John Matthews starts off with the claim that Gawain was originally the champion of the Goddess. I could accept this as an extension of Gawain’s connection to the various realms of Faery, and his obvious otherworldly connections, so I was interested to read the book. Unfortunately he lost me almost immediately when he started presenting evidence - from stories about other knights. It’s true that there is some confusion over names and spelling in many of the old texts, but there’s usually at least a family resemblance. When He started trying to convince me that adventures attributed to Lancelot were actually Gawain originally, I started getting skeptical.

He rarely backs up his claims with any textual evidence, instead relying on increasingly hypothetical situations that stray farther and farther from the Arthurian canon. In many places he bases an argument on a story he guesses must have existed at some point but was lost to time or was never written down. That’s just… not how scholarship works.

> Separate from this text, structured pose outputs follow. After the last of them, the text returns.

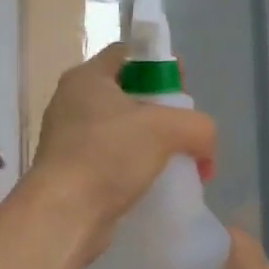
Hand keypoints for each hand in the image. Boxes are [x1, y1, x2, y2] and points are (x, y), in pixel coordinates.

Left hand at [29, 44, 216, 252]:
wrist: (64, 215)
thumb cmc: (108, 156)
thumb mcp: (167, 129)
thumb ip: (198, 127)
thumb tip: (205, 149)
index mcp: (86, 78)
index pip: (128, 53)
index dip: (160, 63)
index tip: (184, 87)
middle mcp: (73, 103)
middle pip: (129, 93)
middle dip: (162, 110)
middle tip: (186, 129)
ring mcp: (69, 139)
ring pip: (122, 131)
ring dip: (151, 144)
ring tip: (178, 161)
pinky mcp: (73, 173)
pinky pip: (113, 161)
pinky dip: (136, 169)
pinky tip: (158, 184)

There were a few interesting tidbits about the Grail Quest, which was also the only time Matthews actually started backing up arguments with primary sources, but most of the first two thirds of the book was just speculation as he tried really hard to fit the stories to his theory. Gawain was often associated with damsels, with powerful queens and sorceresses, and with courtesy to ladies, and he could easily have written a book about Gawain and the Goddess from this perspective. Gawain is the knight with perhaps the clearest non-Christian roots, and has often been associated with the realms of faery and of death, and also with solar gods, as his strength waxes and wanes with the sun. The assertion that Gawain was associated with the Goddess is not totally outrageous, though it is a bit of a stretch. John Matthews, however, did not argue his case convincingly.